When Mayor Stan Selmer called the Army Corps of Engineers and the Federal Emergency Management Agency to ask for help, he was told he would have to wait until the city actually got flooded before the federal agencies could intervene. "Well, we weren't going to just sit there and let the river flood us," says Selmer. The city decided to bulldoze a channel through a dry riverbed that would divert floodwaters into a nearby inlet. Selmer notified the Environmental Protection Agency, the corps and the Alaska departments of Environmental Conservation, Fish and Game and Natural Resources, telling them what the city was up to. He got no notice to cease and desist from any of the agencies.
However, in December, Selmer received a letter from EPA Field Operations Chief C.D. Robinson saying that the city had violated the Clean Water Act. According to the Skagway News, Robinson wrote that the city was mistaken in trying to protect itself without the participation of the Corps of Engineers and that even in an emergency the city should make reasonable efforts "to receive comment from interested federal, state and local agencies."
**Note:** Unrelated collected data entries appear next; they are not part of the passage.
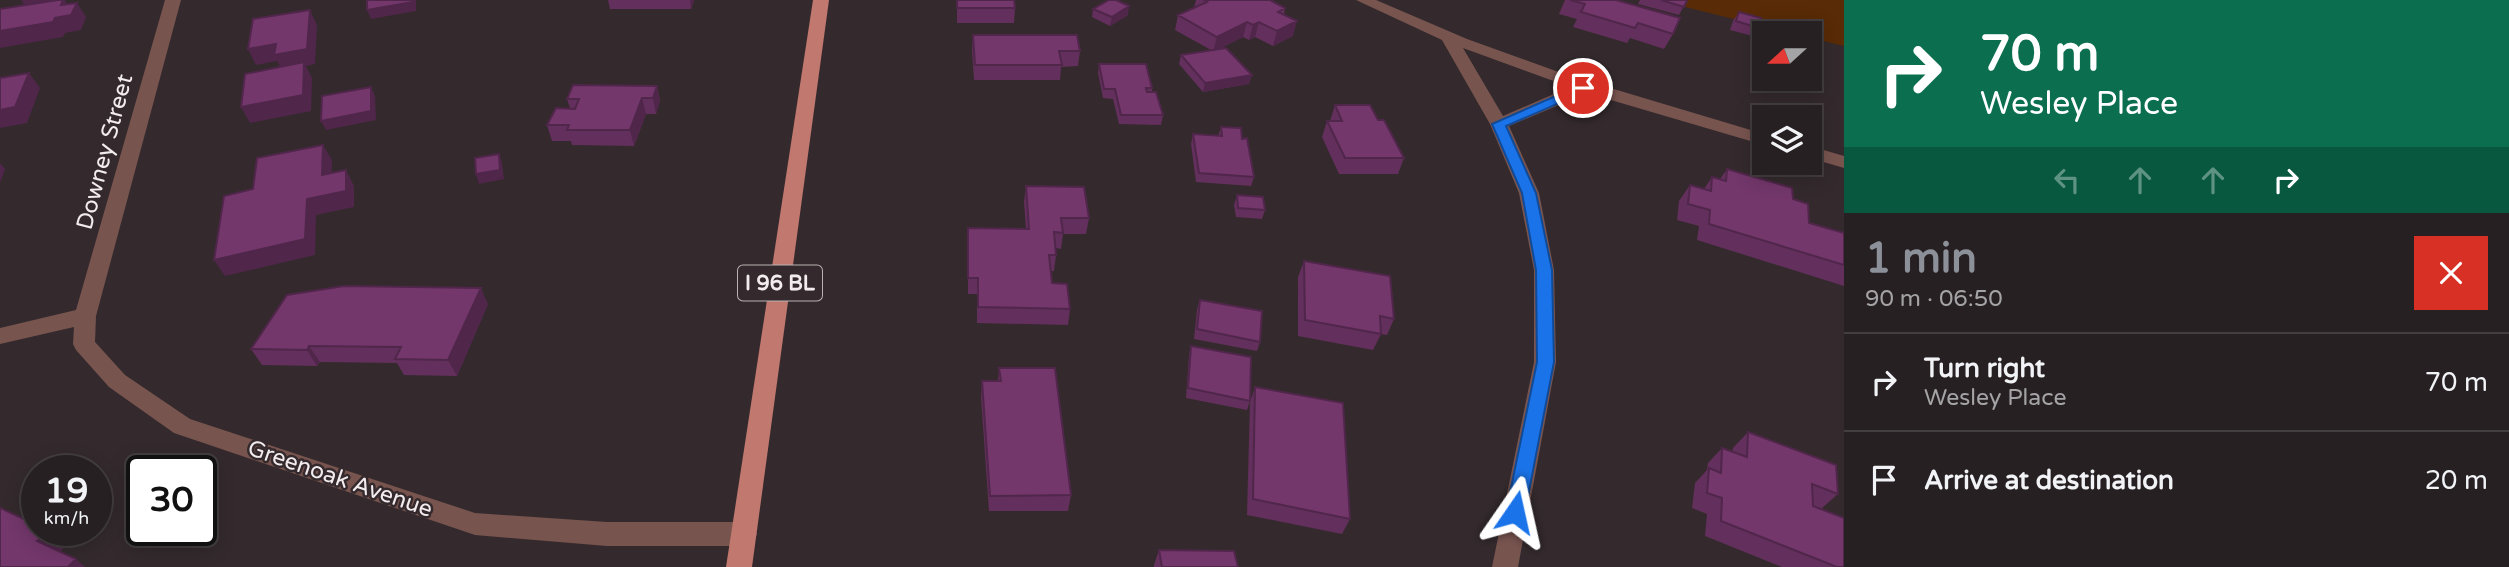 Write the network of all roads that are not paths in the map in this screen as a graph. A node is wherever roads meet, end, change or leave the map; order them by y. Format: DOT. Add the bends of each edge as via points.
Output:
graph roads {
  1 [pos="173,0"];
  2 [pos="821,0"];
  3 [pos="1364,0"];
  4 [pos="1449,38"];
  5 [pos="1583,88"];
  6 [pos="1499,124"];
  7 [pos="1752,137"];
  8 [pos="1822,156"];
  9 [pos="1844,162"];
  10 [pos="85,316"];
  11 [pos="0,336"];
  12 [pos="744,534"];
  13 [pos="739,567"];
  14 [pos="1505,567"];
  1 -- 10 [label="street, Downey Street"];
  2 -- 12 [label="main road, I 96 BL"];
  3 -- 4 [label="street"];
  4 -- 5 [label="street"];
  4 -- 6 [label="street"];
  5 -- 6 [label="street"];
  5 -- 7 [label="street"];
  6 -- 14 [label="street" via="1529,193 1544,270 1545,323 1545,362"];
  8 -- 9 [label="street"];
  10 -- 11 [label="street"];
  10 -- 12 [label="street, Greenoak Avenue" via="84,344 117,382 182,426 462,520 607,534"];
  12 -- 13 [label="main road, I 96 BL"];
} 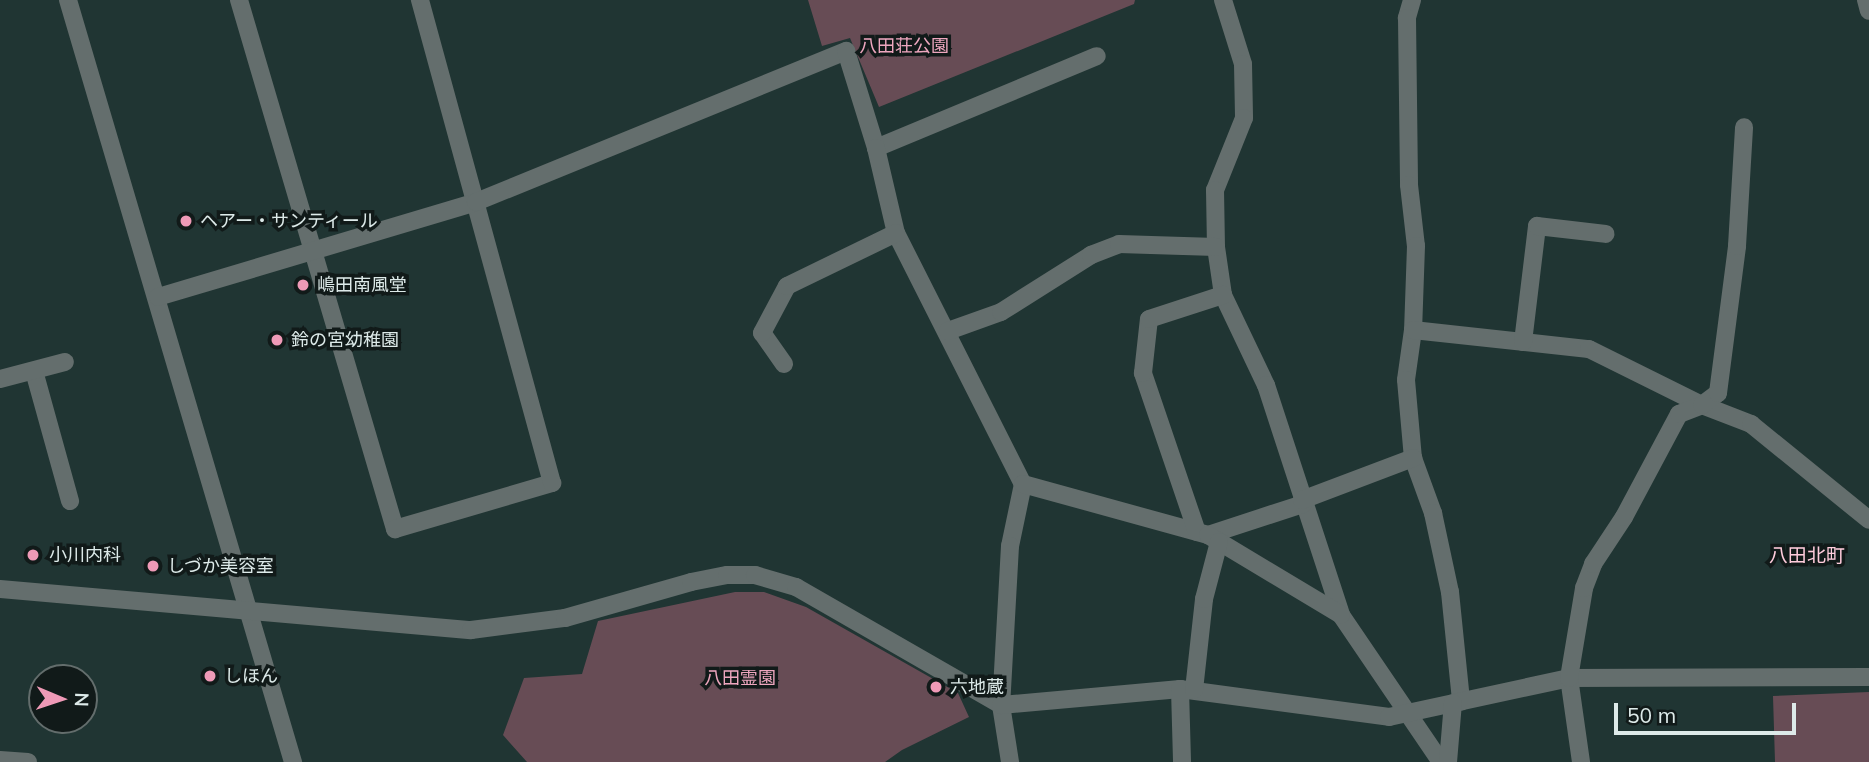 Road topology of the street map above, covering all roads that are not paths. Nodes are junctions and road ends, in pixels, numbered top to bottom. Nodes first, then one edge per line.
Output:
1 (68, 0) edge
2 (239, 0) edge
3 (420, 0) edge
4 (1223, 0) edge
5 (1412, 0) edge
6 (1866, 0) edge
7 (1869, 10) edge
8 (1097, 56) dead end
9 (1744, 127) dead end
10 (876, 148) junction
11 (476, 202) junction
12 (896, 233) junction
13 (1606, 234) dead end
14 (1216, 247) junction
15 (313, 252) junction
16 (1223, 295) junction
17 (158, 296) junction
18 (1413, 330) junction
19 (947, 331) junction
20 (1523, 342) junction
21 (65, 362) dead end
22 (784, 364) dead end
23 (34, 370) junction
24 (0, 379) edge
25 (1702, 405) junction
26 (1413, 458) junction
27 (1023, 484) junction
28 (70, 501) dead end
29 (1303, 502) junction
30 (1869, 520) edge
31 (1208, 536) junction
32 (0, 589) edge
33 (250, 612) junction
34 (1341, 615) junction
35 (1869, 677) edge
36 (1569, 678) junction
37 (1187, 689) junction
38 (1457, 702) junction
39 (1001, 705) junction
40 (1406, 712) junction
41 (0, 760) edge
42 (28, 762) edge
43 (293, 762) edge
44 (1010, 762) edge
45 (1182, 762) edge
46 (1441, 762) edge
47 (1448, 762) edge
48 (1581, 762) edge

1 - 17 street
2 - 15 street
3 - 11 street
4 - 14 street
5 - 18 street
6 - 7 street
8 - 10 street
9 - 25 street
10 - 11 street
10 - 12 street
11 - 15 street
11 - 15 street
12 - 19 street
12 - 22 street
13 - 20 street
14 - 16 street
14 - 19 street
15 - 17 street
16 - 29 street
16 - 31 street
17 - 33 street
18 - 20 street
18 - 26 street
19 - 27 street
20 - 25 street
21 - 23 street
23 - 24 street
23 - 28 street
25 - 30 street
25 - 36 street
26 - 29 street
26 - 38 street
27 - 31 street
27 - 39 street
29 - 31 street
29 - 34 street
31 - 34 street
31 - 37 street
32 - 33 street
33 - 39 street
33 - 43 street
34 - 40 street
35 - 36 street
36 - 38 street
36 - 48 street
37 - 39 street
37 - 40 street
37 - 45 street
38 - 40 street
38 - 47 street
39 - 44 street
40 - 46 street
41 - 42 street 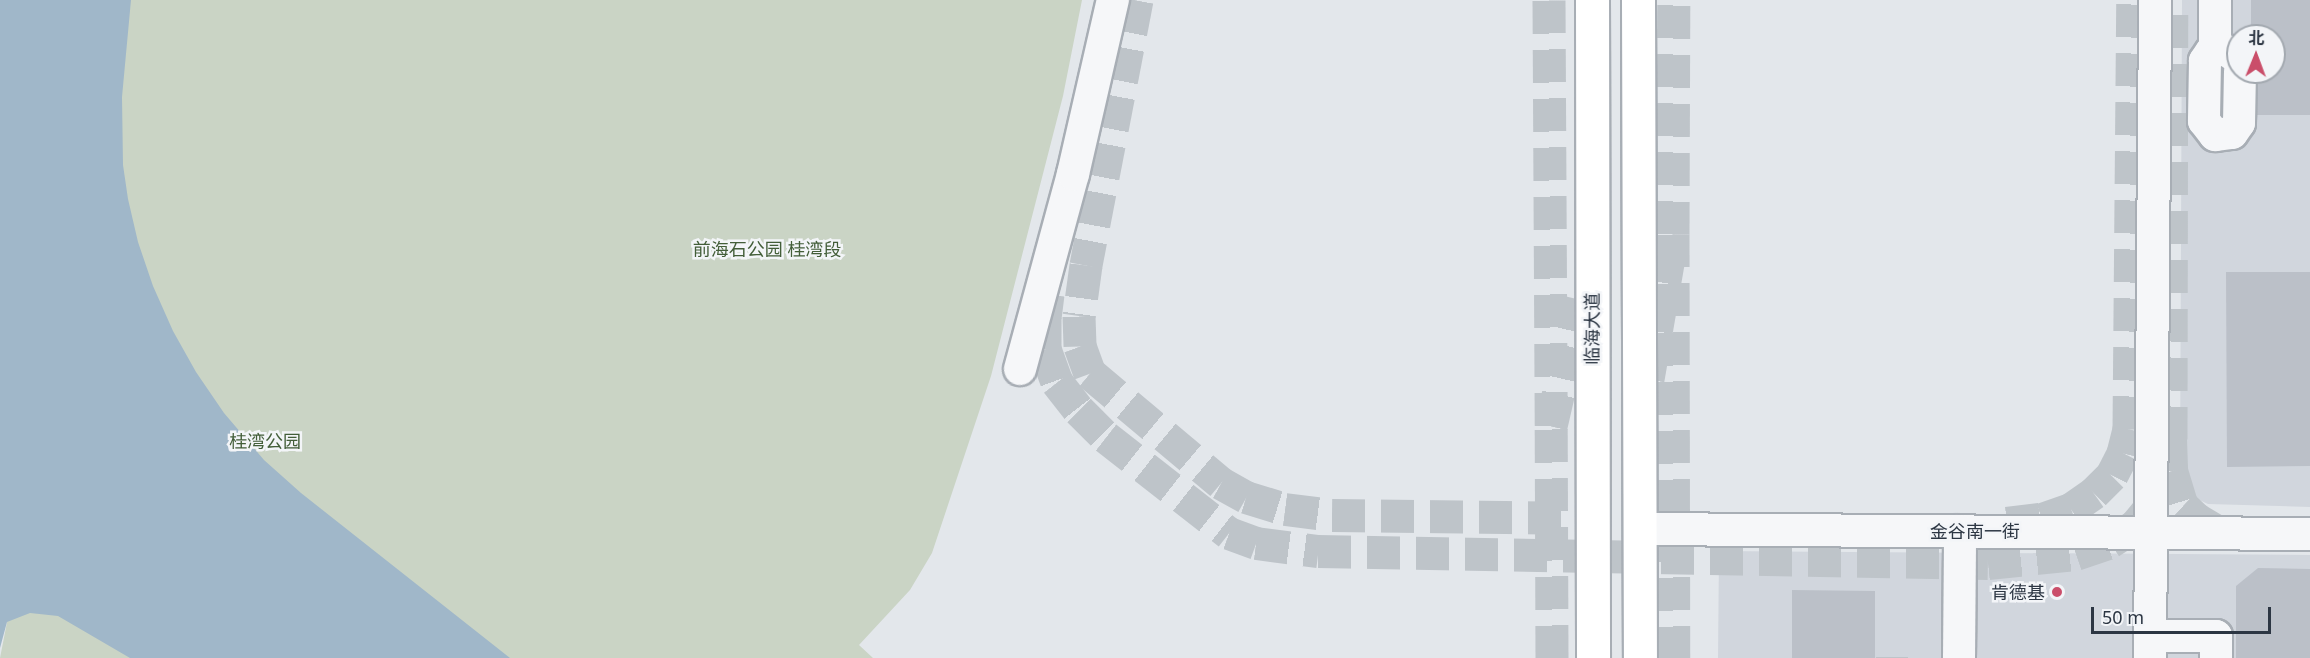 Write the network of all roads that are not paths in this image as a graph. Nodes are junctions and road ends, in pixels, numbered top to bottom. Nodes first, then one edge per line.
1 (1113, 0) edge
2 (1592, 0) edge
3 (1638, 0) edge
4 (2155, 0) edge
5 (2215, 0) edge
6 (2219, 61) edge
7 (2154, 74) junction
8 (2240, 84) edge
9 (1020, 369) dead end
10 (1640, 529) junction
11 (1960, 531) junction
12 (2151, 533) junction
13 (2310, 534) edge
14 (2150, 647) edge
15 (1593, 658) edge
16 (1640, 658) edge
17 (1959, 658) edge
18 (2216, 658) edge

1 - 9 street
2 - 15 main road, 临海大道
3 - 10 main road
4 - 7 street
5 - 6 street
6 - 7 street
6 - 8 street
7 - 12 street
10 - 11 street, 金谷南一街
10 - 16 main road
11 - 12 street, 金谷南一街
11 - 17 street
12 - 13 street, 金谷南一街
12 - 14 street
14 - 18 street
"If I had time to do all that," says Selmer, "we'd all be underwater before anybody figured out we were in an emergency situation." Ironically, he notes, it is partly the EPA's fault that Skagway is in danger of flooding: In 1986 the EPA ordered a contractor to remove dikes that protected his property. In 1990, the river overflowed in the same spot where the dikes had been. Selmer is refusing to undo any of the work and plans to try to get the EPA to let him do more work to protect the city. "The amazing thing," he says, "is that the clean water the EPA is trying to protect is the same water that would wind up drowning the people in our community."